However, Anderson said he has communicated to Horgan that the province is over-stepping its bounds.
"I hope that we would see the end of the back-and-forth", he told a news conference in Victoria. "It's well known that premier Notley and I have been friends in the past". In 2009, Alberta and B.C. agreed to an inter-provincial agreement allowing the trade of wine.
"We need to stop this wine war, as it doesn't benefit anyone and only threatens more jobs", said Ben Stewart, the opposition B.C. Liberals' by-election candidate for Kelowna-West, at the heart of the province's wine country.
President Ian Anderson, who has led the proposal to expand the Trans Mountain pipeline through years of erratic B.C. politics, said the project is staying the course - even if it's moving forward at a slower pace than he or his investors would like.
Alberta businesses are split on the government's decision to boycott British Columbia wines, with support for the cause clashing with concerns that the move went too far.
Examining the wine side of the equation a little more closely, consider that most of the wine produced in British Columbia is directly or indirectly controlled by three large companies: Arterra Wines Canada, headquartered in Mississauga; Andrew Peller Ltd., headquartered in Grimsby, Ont.; Mission Hill/von Mandl Family Estates, a private entity now controlling approximately 10 per cent of the vineyard acreage in the Okanagan Valley, with principal offices in Kelowna, Vancouver and Toronto.
About 95 per cent of Canadian wine sold in Alberta liquor stores is from B.C.
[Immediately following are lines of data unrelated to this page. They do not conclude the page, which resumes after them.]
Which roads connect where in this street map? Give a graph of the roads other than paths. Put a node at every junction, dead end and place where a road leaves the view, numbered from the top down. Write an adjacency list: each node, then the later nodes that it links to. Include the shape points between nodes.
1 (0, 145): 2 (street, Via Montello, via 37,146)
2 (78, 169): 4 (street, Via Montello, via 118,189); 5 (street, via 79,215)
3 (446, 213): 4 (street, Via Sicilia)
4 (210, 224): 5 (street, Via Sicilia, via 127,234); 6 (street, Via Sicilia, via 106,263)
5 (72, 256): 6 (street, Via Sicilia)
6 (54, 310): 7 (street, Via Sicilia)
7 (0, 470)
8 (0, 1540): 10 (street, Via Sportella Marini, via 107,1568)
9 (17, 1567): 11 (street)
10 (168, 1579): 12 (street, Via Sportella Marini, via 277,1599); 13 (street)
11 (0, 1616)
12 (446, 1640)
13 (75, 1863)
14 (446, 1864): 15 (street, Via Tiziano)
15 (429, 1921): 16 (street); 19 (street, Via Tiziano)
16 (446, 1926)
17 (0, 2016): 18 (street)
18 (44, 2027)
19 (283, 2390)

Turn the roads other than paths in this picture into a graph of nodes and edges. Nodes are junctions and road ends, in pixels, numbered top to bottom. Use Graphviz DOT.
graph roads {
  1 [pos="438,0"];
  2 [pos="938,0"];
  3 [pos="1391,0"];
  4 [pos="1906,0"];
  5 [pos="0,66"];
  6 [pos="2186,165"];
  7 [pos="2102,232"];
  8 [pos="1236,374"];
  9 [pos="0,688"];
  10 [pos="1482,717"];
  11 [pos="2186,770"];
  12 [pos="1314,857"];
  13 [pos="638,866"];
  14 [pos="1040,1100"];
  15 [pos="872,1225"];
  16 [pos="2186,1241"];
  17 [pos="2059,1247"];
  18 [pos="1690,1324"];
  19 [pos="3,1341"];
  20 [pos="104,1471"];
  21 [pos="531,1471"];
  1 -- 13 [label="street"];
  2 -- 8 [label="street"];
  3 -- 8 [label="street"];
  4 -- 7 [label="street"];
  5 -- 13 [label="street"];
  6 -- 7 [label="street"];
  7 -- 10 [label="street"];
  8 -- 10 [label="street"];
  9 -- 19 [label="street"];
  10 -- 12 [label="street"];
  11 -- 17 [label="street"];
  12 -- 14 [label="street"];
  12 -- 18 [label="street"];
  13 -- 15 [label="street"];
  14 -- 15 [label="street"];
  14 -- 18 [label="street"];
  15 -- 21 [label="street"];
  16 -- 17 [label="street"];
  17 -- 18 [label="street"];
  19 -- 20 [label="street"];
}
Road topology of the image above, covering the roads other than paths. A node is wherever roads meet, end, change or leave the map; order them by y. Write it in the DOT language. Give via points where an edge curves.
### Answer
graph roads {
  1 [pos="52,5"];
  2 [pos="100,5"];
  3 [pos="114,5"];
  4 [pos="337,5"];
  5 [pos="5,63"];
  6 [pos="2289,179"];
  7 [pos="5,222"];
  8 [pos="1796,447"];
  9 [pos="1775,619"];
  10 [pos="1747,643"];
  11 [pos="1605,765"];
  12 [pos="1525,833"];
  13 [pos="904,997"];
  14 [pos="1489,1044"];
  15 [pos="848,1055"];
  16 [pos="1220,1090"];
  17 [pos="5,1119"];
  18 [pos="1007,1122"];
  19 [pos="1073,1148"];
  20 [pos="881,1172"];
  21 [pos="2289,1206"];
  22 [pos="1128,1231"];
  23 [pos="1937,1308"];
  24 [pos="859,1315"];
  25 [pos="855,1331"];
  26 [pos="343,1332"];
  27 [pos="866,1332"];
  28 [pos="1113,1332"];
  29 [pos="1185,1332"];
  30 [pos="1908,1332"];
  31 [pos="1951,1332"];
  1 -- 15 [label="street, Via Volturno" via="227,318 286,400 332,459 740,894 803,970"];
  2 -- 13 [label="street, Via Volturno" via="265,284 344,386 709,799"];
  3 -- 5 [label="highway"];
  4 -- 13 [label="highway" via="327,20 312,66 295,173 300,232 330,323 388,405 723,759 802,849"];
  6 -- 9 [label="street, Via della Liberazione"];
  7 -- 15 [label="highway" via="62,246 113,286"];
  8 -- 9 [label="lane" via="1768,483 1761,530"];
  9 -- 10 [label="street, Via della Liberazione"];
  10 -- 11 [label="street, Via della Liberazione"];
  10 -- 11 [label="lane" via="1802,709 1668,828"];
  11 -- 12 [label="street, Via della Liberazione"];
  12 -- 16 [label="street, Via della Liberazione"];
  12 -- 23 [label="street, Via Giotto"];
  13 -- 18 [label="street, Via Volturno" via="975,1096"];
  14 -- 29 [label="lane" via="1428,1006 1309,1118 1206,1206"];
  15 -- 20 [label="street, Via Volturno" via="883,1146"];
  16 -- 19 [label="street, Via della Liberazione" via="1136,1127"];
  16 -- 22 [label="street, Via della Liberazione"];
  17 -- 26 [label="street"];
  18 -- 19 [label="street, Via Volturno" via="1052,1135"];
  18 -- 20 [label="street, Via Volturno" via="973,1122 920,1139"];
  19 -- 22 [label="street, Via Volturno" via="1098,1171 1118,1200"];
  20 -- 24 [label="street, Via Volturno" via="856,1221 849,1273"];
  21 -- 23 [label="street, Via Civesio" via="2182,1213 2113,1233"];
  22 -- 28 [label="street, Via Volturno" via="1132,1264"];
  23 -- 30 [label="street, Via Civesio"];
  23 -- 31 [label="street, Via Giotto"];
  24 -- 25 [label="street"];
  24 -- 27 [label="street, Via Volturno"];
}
Notley announced the ban Tuesday in retaliation for a B.C. plan to limit bitumen shipments off its coast, which she has called an attempt to get around federal approval of the pipeline expansion from Alberta to Burnaby.
Trudeau jetted off to Chicago Wednesday morning for the first leg of a US tour where he will discuss how public service can promote closer ties between the USA and Canada.
Tory Leader Andrew Scheer says Trudeau should end his United States trip early and come back to Canada to deal with this.
On Tuesday, Alberta premier Rachel Notley announced an immediate halt of wine imports from its western neighbour.
"I think that asserting their federal jurisdiction in whatever manner they determine is most effective and most appropriate is something I'll be looking for, so that we get past the words of support to the actions of support that we're all chasing hard".
"People that I know in Alberta, they don't agree with this approach".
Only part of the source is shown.